** Opening DATA EXTRACT block **
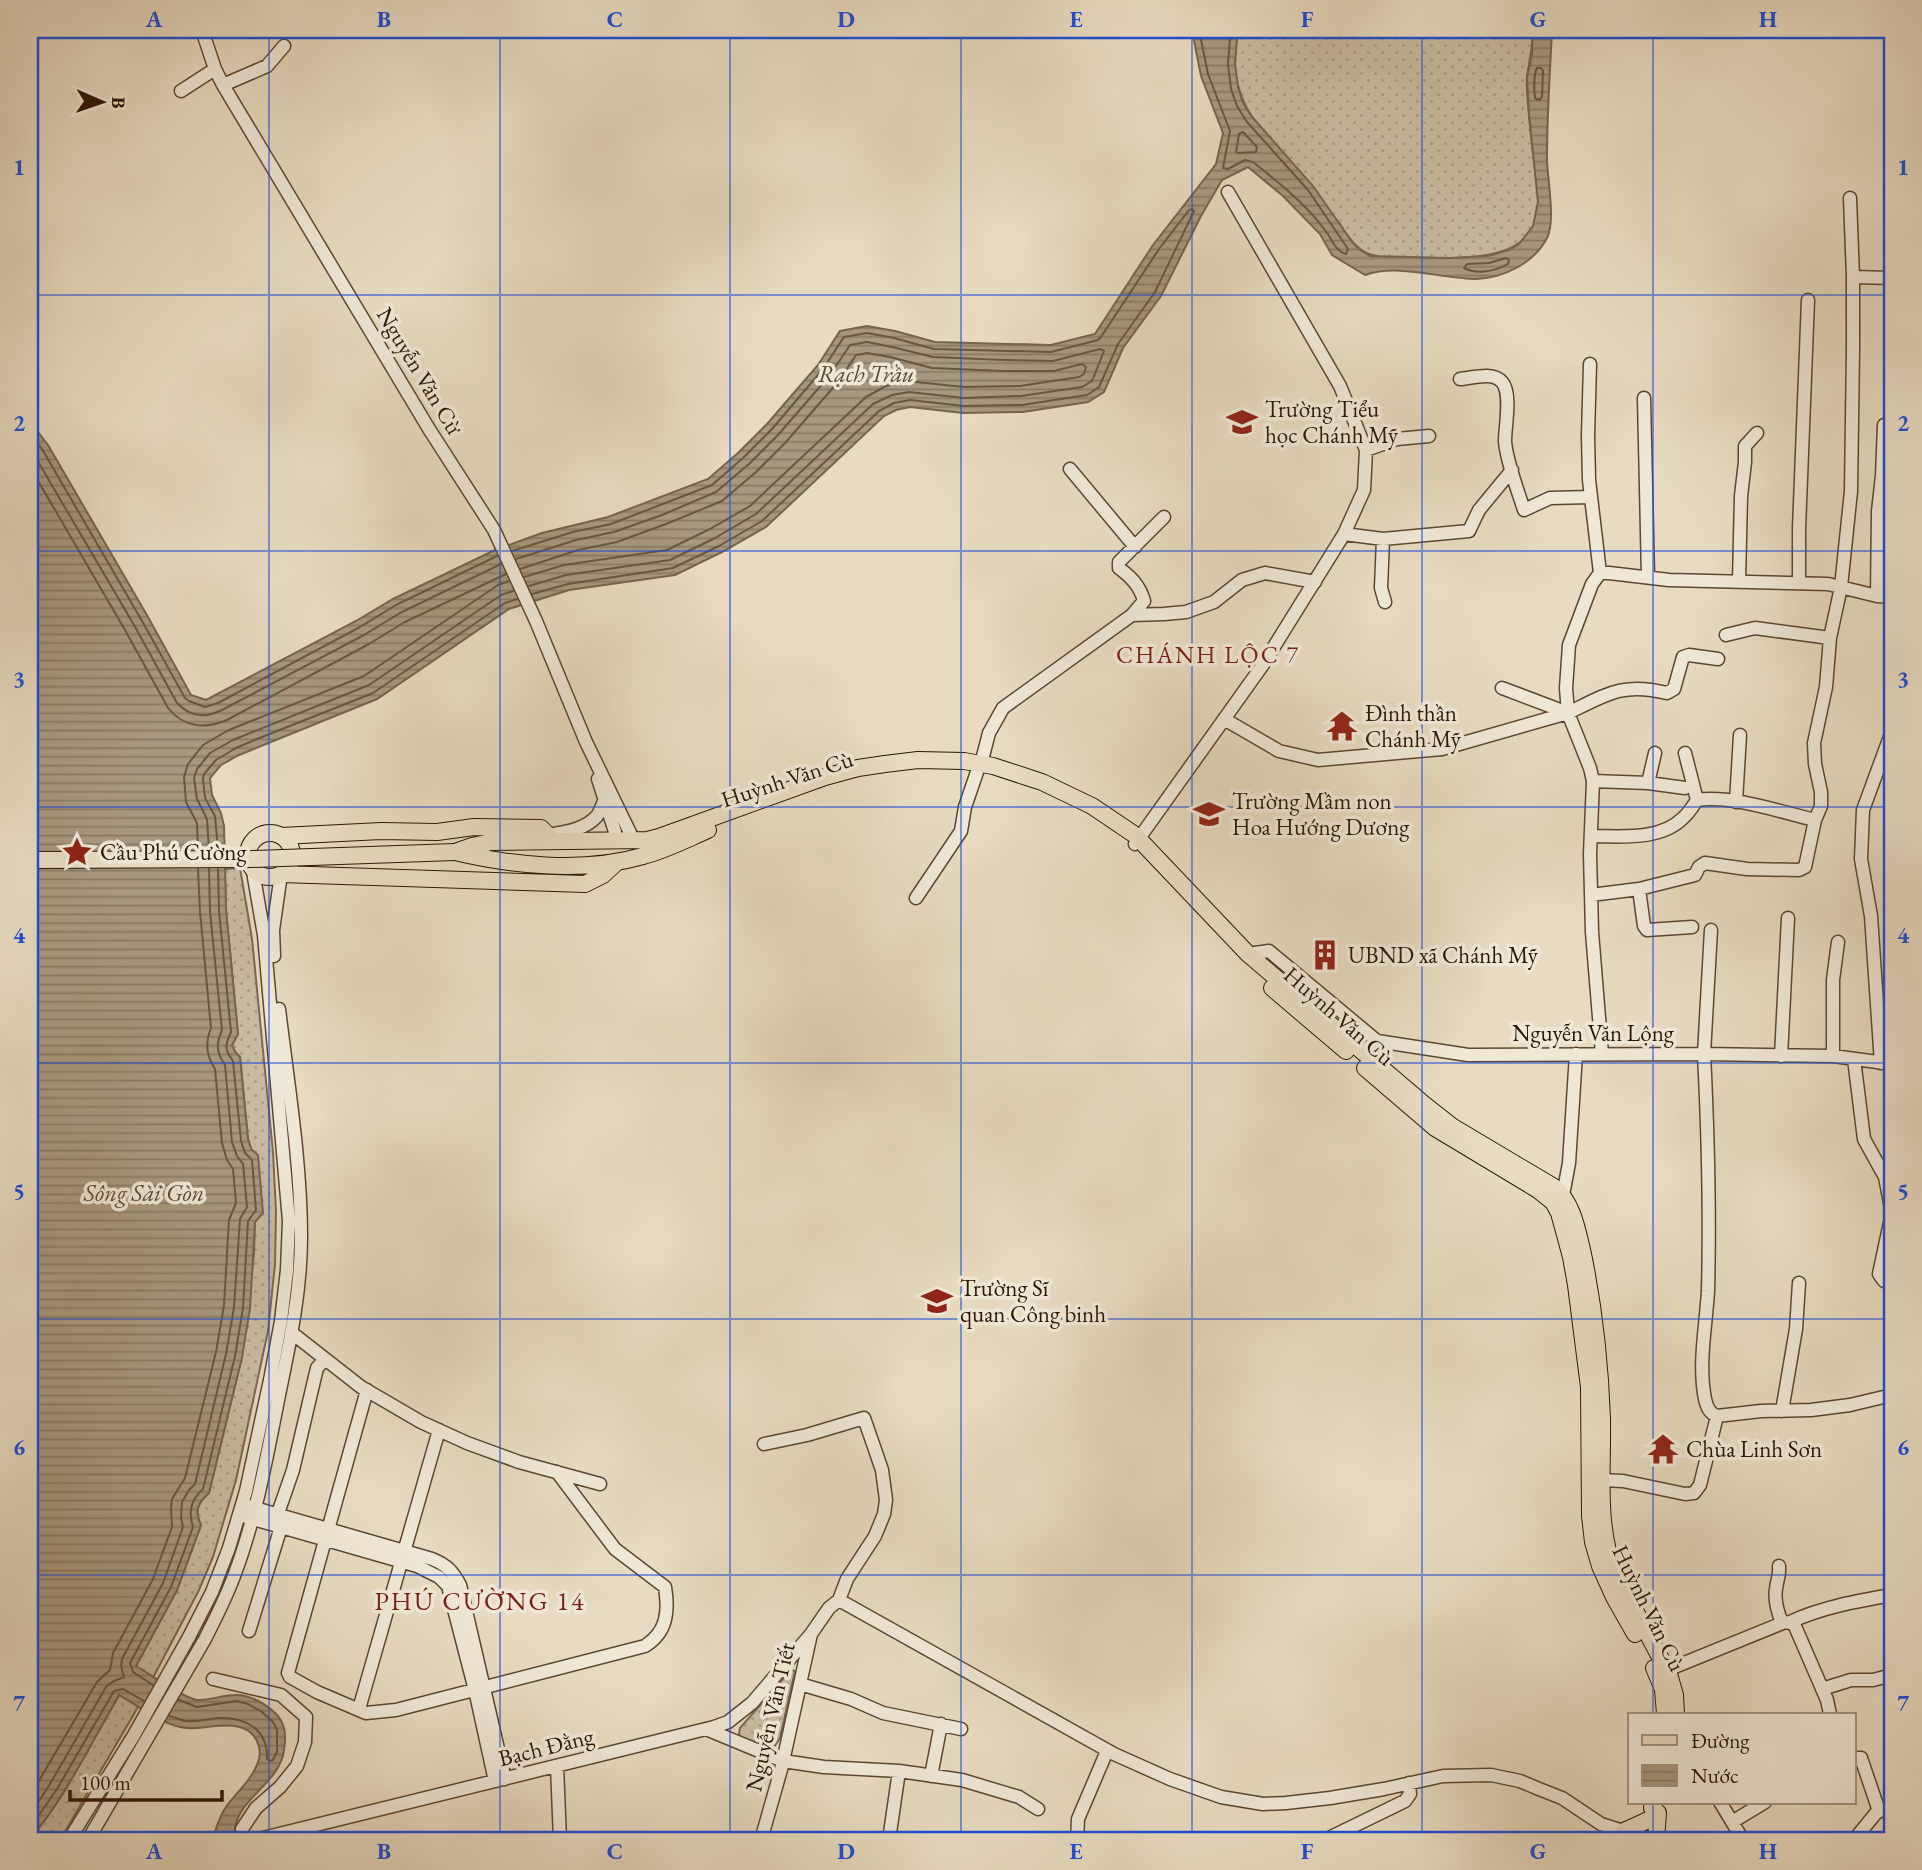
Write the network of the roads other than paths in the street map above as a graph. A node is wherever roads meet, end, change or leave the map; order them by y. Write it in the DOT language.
graph roads {
  1 [pos="202,30"];
  2 [pos="284,46"];
  3 [pos="215,69"];
  4 [pos="223,85"];
  5 [pos="181,91"];
  6 [pos="1228,192"];
  7 [pos="1850,198"];
  8 [pos="1853,277"];
  9 [pos="1892,278"];
  10 [pos="1808,300"];
  11 [pos="1590,364"];
  12 [pos="1460,380"];
  13 [pos="1643,398"];
  14 [pos="1884,425"];
  15 [pos="1757,433"];
  16 [pos="1429,436"];
  17 [pos="1366,450"];
  18 [pos="1070,469"];
  19 [pos="1512,470"];
  20 [pos="1591,497"];
  21 [pos="1164,517"];
  22 [pos="1344,534"];
  23 [pos="1383,539"];
  24 [pos="1135,547"];
  25 [pos="1600,573"];
  26 [pos="1648,577"];
  27 [pos="1739,581"];
  28 [pos="1315,582"];
  29 [pos="1799,582"];
  30 [pos="1841,587"];
  31 [pos="1877,596"];
  32 [pos="1892,597"];
  33 [pos="1385,603"];
  34 [pos="1132,615"];
  35 [pos="1726,635"];
  36 [pos="1830,638"];
  37 [pos="1718,659"];
  38 [pos="1502,688"];
  39 [pos="1568,713"];
  40 [pos="1224,719"];
  41 [pos="1892,731"];
  42 [pos="1740,736"];
  43 [pos="586,742"];
  44 [pos="1654,753"];
  45 [pos="1685,753"];
  46 [pos="979,768"];
  47 [pos="1593,781"];
  48 [pos="1648,783"];
  49 [pos="1685,788"];
  50 [pos="1698,800"];
  51 [pos="604,801"];
  52 [pos="1736,802"];
  53 [pos="1815,820"];
  54 [pos="320,834"];
  55 [pos="548,835"];
  56 [pos="281,836"];
  57 [pos="1591,836"];
  58 [pos="565,841"];
  59 [pos="615,841"];
  60 [pos="634,841"];
  61 [pos="1136,841"];
  62 [pos="456,852"];
  63 [pos="640,857"];
  64 [pos="30,860"];
  65 [pos="616,863"];
  66 [pos="252,866"];
  67 [pos="296,872"];
  68 [pos="603,875"];
  69 [pos="1639,889"];
  70 [pos="1591,895"];
  71 [pos="916,898"];
  72 [pos="1788,918"];
  73 [pos="1692,927"];
  74 [pos="1711,930"];
  75 [pos="1839,942"];
  76 [pos="1242,955"];
  77 [pos="1377,1041"];
  78 [pos="1576,1054"];
  79 [pos="1602,1054"];
  80 [pos="1704,1054"];
  81 [pos="1359,1056"];
  82 [pos="1781,1056"];
  83 [pos="1833,1056"];
  84 [pos="1854,1059"];
  85 [pos="1887,1063"];
  86 [pos="292,1181"];
  87 [pos="1563,1195"];
  88 [pos="1559,1213"];
  89 [pos="1799,1283"];
  90 [pos="1892,1284"];
  91 [pos="292,1333"];
  92 [pos="325,1359"];
  93 [pos="367,1390"];
  94 [pos="1892,1395"];
  95 [pos="1782,1411"];
  96 [pos="1717,1416"];
  97 [pos="439,1430"];
  98 [pos="764,1444"];
  99 [pos="557,1472"];
  100 [pos="1602,1480"];
  101 [pos="600,1484"];
  102 [pos="247,1511"];
  103 [pos="280,1521"];
  104 [pos="326,1534"];
  105 [pos="404,1556"];
  106 [pos="1779,1566"];
  107 [pos="1892,1595"];
  108 [pos="839,1600"];
  109 [pos="1786,1623"];
  110 [pos="248,1631"];
  111 [pos="811,1634"];
  112 [pos="1667,1670"];
  113 [pos="1892,1675"];
  114 [pos="213,1679"];
  115 [pos="800,1684"];
  116 [pos="479,1689"];
  117 [pos="1822,1689"];
  118 [pos="359,1709"];
  119 [pos="1665,1713"];
  120 [pos="1676,1713"];
  121 [pos="1830,1713"];
  122 [pos="940,1724"];
  123 [pos="706,1729"];
  124 [pos="961,1729"];
  125 [pos="1107,1751"];
  126 [pos="1856,1758"];
  127 [pos="783,1761"];
  128 [pos="557,1766"];
  129 [pos="899,1771"];
  130 [pos="931,1776"];
  131 [pos="500,1780"];
  132 [pos="1409,1783"];
  133 [pos="1721,1804"];
  134 [pos="1762,1804"];
  135 [pos="1892,1805"];
  136 [pos="1658,1808"];
  137 [pos="1038,1810"];
  138 [pos="1879,1811"];
  139 [pos="1732,1822"];
  140 [pos="1621,1836"];
  141 [pos="69,1840"];
  142 [pos="88,1840"];
  143 [pos="244,1840"];
  144 [pos="255,1840"];
  145 [pos="560,1840"];
  146 [pos="761,1840"];
  147 [pos="889,1840"];
  148 [pos="1077,1840"];
  149 [pos="1325,1840"];
  150 [pos="1653,1840"];
  151 [pos="1743,1840"];
  152 [pos="1854,1840"];
  1 -- 3 [label="street, Nguyễn Văn Cừ"];
  2 -- 4 [label="street"];
  3 -- 4 [label="street, Nguyễn Văn Cừ"];
  3 -- 5 [label="street"];
  4 -- 43 [label="street, Nguyễn Văn Cừ"];
  6 -- 17 [label="street"];
  7 -- 8 [label="street"];
  8 -- 9 [label="street"];
  8 -- 30 [label="street"];
  10 -- 29 [label="street"];
  11 -- 20 [label="street"];
  12 -- 19 [label="street"];
  13 -- 26 [label="street"];
  14 -- 31 [label="street"];
  15 -- 27 [label="street"];
  16 -- 17 [label="street"];
  17 -- 22 [label="street"];
  18 -- 24 [label="street"];
  19 -- 20 [label="street"];
  19 -- 23 [label="street"];
  20 -- 25 [label="street"];
  21 -- 24 [label="street"];
  22 -- 23 [label="street"];
  22 -- 28 [label="street"];
  23 -- 33 [label="street"];
  24 -- 34 [label="street"];
  25 -- 26 [label="street"];
  25 -- 39 [label="street"];
  26 -- 27 [label="street"];
  27 -- 29 [label="street"];
  28 -- 34 [label="street"];
  28 -- 40 [label="street"];
  29 -- 30 [label="street"];
  30 -- 31 [label="street"];
  30 -- 36 [label="street"];
  31 -- 32 [label="street"];
  34 -- 46 [label="street"];
  35 -- 36 [label="street"];
  36 -- 53 [label="street"];
  37 -- 39 [label="street"];
  38 -- 39 [label="street"];
  39 -- 40 [label="street"];
  39 -- 47 [label="street"];
  40 -- 61 [label="street"];
  41 -- 85 [label="street"];
  42 -- 52 [label="street"];
  43 -- 51 [label="street, Nguyễn Văn Cừ"];
  43 -- 60 [label="street, Nguyễn Văn Cừ"];
  44 -- 48 [label="street"];
  45 -- 50 [label="street"];
  46 -- 60 [label="main road"];
  46 -- 61 [label="main road"];
  46 -- 63 [label="main road, Huỳnh Văn Cù"];
  46 -- 71 [label="street"];
  47 -- 48 [label="street"];
  47 -- 57 [label="street"];
  48 -- 49 [label="street"];
  50 -- 52 [label="street"];
  50 -- 57 [label="street"];
  51 -- 55 [label="street"];
  51 -- 59 [label="street, Nguyễn Văn Cừ"];
  52 -- 53 [label="street"];
  53 -- 69 [label="street"];
  54 -- 55 [label="main road"];
  54 -- 56 [label="main road"];
  54 -- 67 [label="main road"];
  55 -- 58 [label="main road"];
  55 -- 62 [label="main road"];
  56 -- 66 [label="main road"];
  56 -- 67 [label="main road"];
  57 -- 70 [label="street"];
  58 -- 59 [label="main road"];
  58 -- 62 [label="main road"];
  59 -- 60 [label="main road"];
  59 -- 65 [label="main road"];
  60 -- 63 [label="main road"];
  61 -- 76 [label="main road"];
  62 -- 64 [label="main road, bridge"];
  62 -- 65 [label="main road, Huỳnh Văn Cù"];
  62 -- 68 [label="main road"];
  63 -- 65 [label="main road, Huỳnh Văn Cù"];
  65 -- 68 [label="main road, Huỳnh Văn Cù"];
  66 -- 67 [label="main road"];
  66 -- 86 [label="street"];
  67 -- 68 [label="main road"];
  67 -- 86 [label="street"];
  69 -- 70 [label="street"];
  69 -- 73 [label="street"];
  70 -- 79 [label="street"];
  72 -- 82 [label="street"];
  74 -- 80 [label="street, Nguyễn Văn Lộng"];
  75 -- 83 [label="street"];
  76 -- 77 [label="street, Huỳnh Văn Cù"];
  76 -- 81 [label="main road"];
  77 -- 78 [label="street, Nguyễn Văn Lộng"];
  77 -- 81 [label="street"];
  78 -- 79 [label="street, Nguyễn Văn Lộng"];
  78 -- 87 [label="street"];
  79 -- 80 [label="street, Nguyễn Văn Lộng"];
  80 -- 82 [label="street"];
  80 -- 96 [label="street"];
  81 -- 87 [label="main road"];
  81 -- 88 [label="main road, Huỳnh Văn Cù"];
  82 -- 83 [label="street"];
  83 -- 84 [label="street"];
  84 -- 85 [label="street"];
  84 -- 90 [label="street"];
  86 -- 91 [label="street"];
  86 -- 102 [label="street"];
  87 -- 88 [label="main road"];
  87 -- 100 [label="main road"];
  88 -- 119 [label="main road, Huỳnh Văn Cù"];
  89 -- 95 [label="street"];
  91 -- 92 [label="street"];
  91 -- 102 [label="street"];
  92 -- 93 [label="street"];
  92 -- 103 [label="street"];
  93 -- 97 [label="street"];
  93 -- 104 [label="street"];
  94 -- 95 [label="street"];
  95 -- 96 [label="street"];
  96 -- 100 [label="street"];
  97 -- 99 [label="street"];
  97 -- 105 [label="street"];
  98 -- 108 [label="street, Nguyễn Văn Tiết"];
  99 -- 101 [label="street"];
  99 -- 116 [label="street"];
  100 -- 112 [label="main road"];
  102 -- 103 [label="street"];
  102 -- 141 [label="street"];
  102 -- 142 [label="street"];
  103 -- 104 [label="street"];
  103 -- 110 [label="street"];
  104 -- 105 [label="street"];
  104 -- 118 [label="street"];
  105 -- 116 [label="street"];
  105 -- 118 [label="street"];
  106 -- 109 [label="street"];
  107 -- 109 [label="street"];
  108 -- 111 [label="street, Nguyễn Văn Tiết"];
  108 -- 125 [label="street"];
  109 -- 112 [label="street"];
  109 -- 117 [label="street"];
  111 -- 115 [label="street, Nguyễn Văn Tiết"];
  111 -- 123 [label="street, Bạch Đằng"];
  112 -- 120 [label="main road"];
  113 -- 117 [label="street"];
  114 -- 143 [label="street"];
  115 -- 122 [label="street"];
  115 -- 127 [label="street, Nguyễn Văn Tiết"];
  116 -- 118 [label="street"];
  116 -- 131 [label="street"];
  117 -- 121 [label="street"];
  122 -- 124 [label="street"];
  122 -- 130 [label="street"];
  123 -- 127 [label="street"];
  123 -- 128 [label="street, Bạch Đằng"];
  125 -- 132 [label="street"];
  125 -- 148 [label="street"];
  126 -- 138 [label="street"];
  127 -- 129 [label="street"];
  127 -- 146 [label="street, Nguyễn Văn Tiết"];
  128 -- 131 [label="street, Bạch Đằng"];
  128 -- 145 [label="street"];
  129 -- 130 [label="street"];
  129 -- 147 [label="street"];
  130 -- 137 [label="street"];
  131 -- 144 [label="street, Bạch Đằng"];
  132 -- 140 [label="street"];
  132 -- 149 [label="street"];
  133 -- 139 [label="street"];
  134 -- 139 [label="street"];
  135 -- 138 [label="street"];
  136 -- 140 [label="main road"];
  136 -- 150 [label="main road"];
  138 -- 152 [label="street"];
  139 -- 151 [label="street"];
  140 -- 150 [label="street"];
}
** Closing DATA EXTRACT block **
Filtering the entries above by the word "Bạch", copy each line that matches.

  111 -- 123 [label="street, Bạch Đằng"];
  123 -- 128 [label="street, Bạch Đằng"];
  128 -- 131 [label="street, Bạch Đằng"];
  131 -- 144 [label="street, Bạch Đằng"];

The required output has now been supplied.